Psychometrics can be described as a science that looks in to the development of instruments and theories in relation to educational and psychological assessments aimed at assessing someone’s knowledge, attitude, practices and personality. The practices in relation to psychometrics are driven based on three essential principles, namely,

-Validity

-Reliability

-Standardization

Validity

When formulating an assessment tool, one of the most important considerations would be its ‘validity’. The term validity refers to the ability of a test instrument to measure what it is suppose to measure.
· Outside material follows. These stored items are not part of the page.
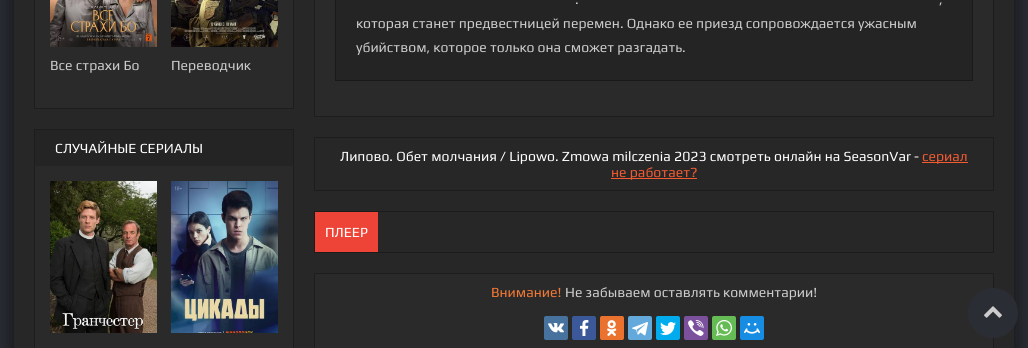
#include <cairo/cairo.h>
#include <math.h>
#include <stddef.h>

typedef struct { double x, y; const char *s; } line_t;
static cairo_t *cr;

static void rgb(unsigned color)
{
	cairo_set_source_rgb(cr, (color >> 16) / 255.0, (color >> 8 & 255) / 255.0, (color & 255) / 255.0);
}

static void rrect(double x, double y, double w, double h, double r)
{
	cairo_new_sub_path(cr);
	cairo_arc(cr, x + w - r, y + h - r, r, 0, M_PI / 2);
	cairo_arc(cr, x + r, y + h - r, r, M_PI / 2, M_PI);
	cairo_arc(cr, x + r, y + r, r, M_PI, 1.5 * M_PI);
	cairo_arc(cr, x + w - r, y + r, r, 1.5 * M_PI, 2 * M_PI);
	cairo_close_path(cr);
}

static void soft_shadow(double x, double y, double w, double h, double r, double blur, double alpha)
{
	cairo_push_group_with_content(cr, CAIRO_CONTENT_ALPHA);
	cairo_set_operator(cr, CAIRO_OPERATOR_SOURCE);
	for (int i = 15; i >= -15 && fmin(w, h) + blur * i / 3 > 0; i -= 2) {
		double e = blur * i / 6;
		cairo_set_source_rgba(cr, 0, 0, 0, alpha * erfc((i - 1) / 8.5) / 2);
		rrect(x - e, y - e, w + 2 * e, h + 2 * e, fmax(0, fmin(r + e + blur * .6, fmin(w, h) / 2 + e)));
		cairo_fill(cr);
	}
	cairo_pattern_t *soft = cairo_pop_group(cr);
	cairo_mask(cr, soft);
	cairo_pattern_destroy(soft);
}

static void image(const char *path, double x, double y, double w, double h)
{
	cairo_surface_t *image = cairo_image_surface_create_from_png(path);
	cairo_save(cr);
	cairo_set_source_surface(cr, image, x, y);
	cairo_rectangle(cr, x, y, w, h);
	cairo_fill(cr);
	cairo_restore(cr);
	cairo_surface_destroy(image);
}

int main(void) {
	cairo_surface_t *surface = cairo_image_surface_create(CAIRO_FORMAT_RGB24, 1028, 348);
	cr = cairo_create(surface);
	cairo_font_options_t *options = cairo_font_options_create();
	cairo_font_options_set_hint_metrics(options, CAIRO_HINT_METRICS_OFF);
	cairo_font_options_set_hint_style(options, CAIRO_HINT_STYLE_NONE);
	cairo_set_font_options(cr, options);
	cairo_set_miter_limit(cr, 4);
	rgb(0x292c33);
	cairo_paint(cr);
	rgb(0x000000);
	soft_shadow(14, -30, 1000, 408, 0, 10, 0.6);
	rgb(0x272728);
	cairo_rectangle(cr, 14, 0, 1000, 348);
	cairo_fill(cr);
	rgb(0x2a2a2b);
	cairo_rectangle(cr, 34.5, -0.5, 259, 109);
	cairo_fill_preserve(cr);
	rgb(0x1d1d1e);
	cairo_set_line_width(cr, 1);
	cairo_stroke(cr);
	image("img/1.png", 50, 0, 107, 47);
	image("img/2.png", 171, 0, 107, 47);
	rgb(0x2a2a2b);
	cairo_rectangle(cr, 35, 166, 258, 182);
	cairo_fill(cr);
	cairo_rectangle(cr, 34.5, 129.5, 259, 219);
	rgb(0x1d1d1e);
	cairo_stroke(cr);
	rgb(0x242425);
	cairo_rectangle(cr, 35, 130, 258, 36);
	cairo_fill(cr);
	image("img/3.png", 50, 181, 107, 152);
	image("img/4.png", 171, 181, 107, 152);
	rgb(0x2a2a2b);
	cairo_rectangle(cr, 314.5, -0.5, 679, 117);
	cairo_fill_preserve(cr);
	rgb(0x1d1d1e);
	cairo_stroke(cr);
	rgb(0x242425);
	cairo_rectangle(cr, 335.5, -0.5, 637, 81);
	cairo_fill_preserve(cr);
	rgb(0x19191a);
	cairo_stroke(cr);
	cairo_rectangle(cr, 314.5, 137.5, 679, 53);
	rgb(0x1d1d1d);
	cairo_stroke(cr);
	rgb(0xf15b30);
	cairo_rectangle(cr, 922, 162, 46, 1);
	cairo_fill(cr);
	cairo_rectangle(cr, 611, 178, 86, 1);
	cairo_fill(cr);
	cairo_rectangle(cr, 314.5, 211.5, 679, 41);
	rgb(0x1b1b1c);
	cairo_stroke(cr);
	rgb(0xee4438);
	cairo_rectangle(cr, 315, 212, 63, 40);
	cairo_fill(cr);
	rgb(0x2a2a2b);
	cairo_rectangle(cr, 314.5, 273.5, 679, 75);
	cairo_fill_preserve(cr);
	rgb(0x1d1d1e);
	cairo_stroke(cr);
	rgb(0x48729e);
	rrect(544, 316, 24, 24, 2);
	cairo_fill(cr);
	image("img/5.png", 548, 323, 16, 10);
	rgb(0x3b5998);
	rrect(572, 316, 24, 24, 2);
	cairo_fill(cr);
	image("img/6.png", 580, 320, 9, 16);
	rgb(0xeb722e);
	rrect(600, 316, 24, 24, 2);
	cairo_fill(cr);
	image("img/7.png", 607, 320, 10, 16);
	rgb(0x64a9dc);
	rrect(628, 316, 24, 24, 2);
	cairo_fill(cr);
	image("img/8.png", 632, 322, 16, 14);
	rgb(0x00aced);
	rrect(656, 316, 24, 24, 2);
	cairo_fill(cr);
	image("img/9.png", 660, 322, 16, 13);
	rgb(0x7b519d);
	rrect(684, 316, 24, 24, 2);
	cairo_fill(cr);
	image("img/10.png", 688, 320, 16, 16);
	rgb(0x65bc54);
	rrect(712, 316, 24, 24, 2);
	cairo_fill(cr);
	image("img/11.png", 716, 320, 16, 16);
	rgb(0x168de2);
	rrect(740, 316, 24, 24, 2);
	cairo_fill(cr);
	image("img/12.png", 744, 323, 16, 11);
	rgb(0x2a2d34);
	cairo_arc(cr, 993, 313, 25, 0, 2 * M_PI);
	cairo_fill(cr);
	image("img/13.png", 984, 306, 18, 12);
	cairo_select_font_face(cr, "Play", CAIRO_FONT_SLANT_NORMAL, CAIRO_FONT_WEIGHT_NORMAL);
	cairo_set_font_size(cr, 14);
	rgb(0xcccccc);
	cairo_move_to(cr, 50, 70);
	cairo_show_text(cr, "Все страхи Бо");
	cairo_move_to(cr, 171, 70);
	cairo_show_text(cr, "Переводчик");
	rgb(0xffffff);
	cairo_move_to(cr, 55, 153);
	cairo_show_text(cr, "СЛУЧАЙНЫЕ СЕРИАЛЫ");
	rgb(0xcccccc);
	{
		static const line_t items[] = {
			{575, 4, "."},
			{939, 4, ","},
			{356, 28, "которая станет предвестницей перемен. Однако ее приезд сопровождается ужасным"},
			{356, 52, "убийством, которое только она сможет разгадать."},
		};
		for (size_t i = 0; i < sizeof items / sizeof *items; i++) {
			cairo_move_to(cr, items[i].x, items[i].y);
			cairo_show_text(cr, items[i].s);
		}
	}
	rgb(0xffffff);
	cairo_move_to(cr, 340, 161);
	cairo_show_text(cr, "Липово. Обет молчания / Lipowo. Zmowa milczenia 2023 смотреть онлайн на SeasonVar -");
	rgb(0xf15b30);
	cairo_move_to(cr, 922, 161);
	cairo_show_text(cr, "сериал");
	cairo_move_to(cr, 611, 177);
	cairo_show_text(cr, "не работает?");
	rgb(0xffffff);
	cairo_move_to(cr, 325, 237);
	cairo_show_text(cr, "ПЛЕЕР");
	rgb(0xf37934);
	cairo_move_to(cr, 491, 297);
	cairo_show_text(cr, "Внимание!");
	rgb(0xcccccc);
	cairo_move_to(cr, 565, 297);
	cairo_show_text(cr, "Не забываем оставлять комментарии!");
	cairo_surface_write_to_png(surface, "page.png");
	cairo_font_options_destroy(options);
	cairo_destroy(cr);
	cairo_surface_destroy(surface);
	return 0;
}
In doing so, a test instrument has to be scrutinized on the following grounds,

-Is the test acceptable to all its stakeholders?

-Does the test assess the necessary content areas intended to be assessed?

-How does the test instrument perform against different groups and similar test instruments?

Thus, several categories can be identified in a validation process as mentioned below.

Content validity

Perhaps the most important part of determining the validity, subject matter experts should take the lead in determining whether the test instrument actually measures the candidate on intended subject areas or on defined course objectives.

A discussion between the subject matter experts based on the content blueprint for the test design would be required in making a decision as to whether each item assesses the intended objectives pertaining to a particular subject area. If not, the test items may require replacement or appropriate modifications.

Concurrent validity

In concurrent validity, we would be comparing the proposed test instrument on its performance between two subject groups whom are known to be either ‘good’ or ‘bad’ in their performance at other exams. If the test results correlate well with the discrimination already made by other test instruments over the same group, it would consider as having a high validity as a test instrument.

Predictive validity

Contrast to concurrent validity, predictive validity would refer to the ability of the test instrument to predict the future performance of a candidate. Thus, the analysis would be done in two different time frames where the performance of students to a particular test instrument should correlate with the performance to a test instrument applied at a future date or with the work performance during their practice.

Construct validity

In construct validity, the focus would be to find out if the test instrument assesses a latent trait pertaining to a particular ‘construct’. In theory, a construct can be defined as a characteristic which cannot be directly measured, is not apparent overtly and can only be interpreted though an indirect measure. Thus, the construct validity would have to be obtained using two methods, which is to,

-Compare between two candidate groups (e.g. 1st year residents and final year residents)

-Compare with other exams (e.g OSCE vs Short cases, OSCE vs MCQ)

In doing so, if there is a high correlation between the two, a ‘convergent validity’ is said to be existing between the two and if it is a low correlation, it can be described as a ‘divergent validity’.

Face validity

This refers to the general acceptability of a test instrument for all other stakeholders. The main focus would be put on the non subject matter experts such as the candidates, industry representatives, institutional policymakers…etc. The decision on its face validity would not be based on any statistical analysis but would be based on the acceptability from these stakeholder groups.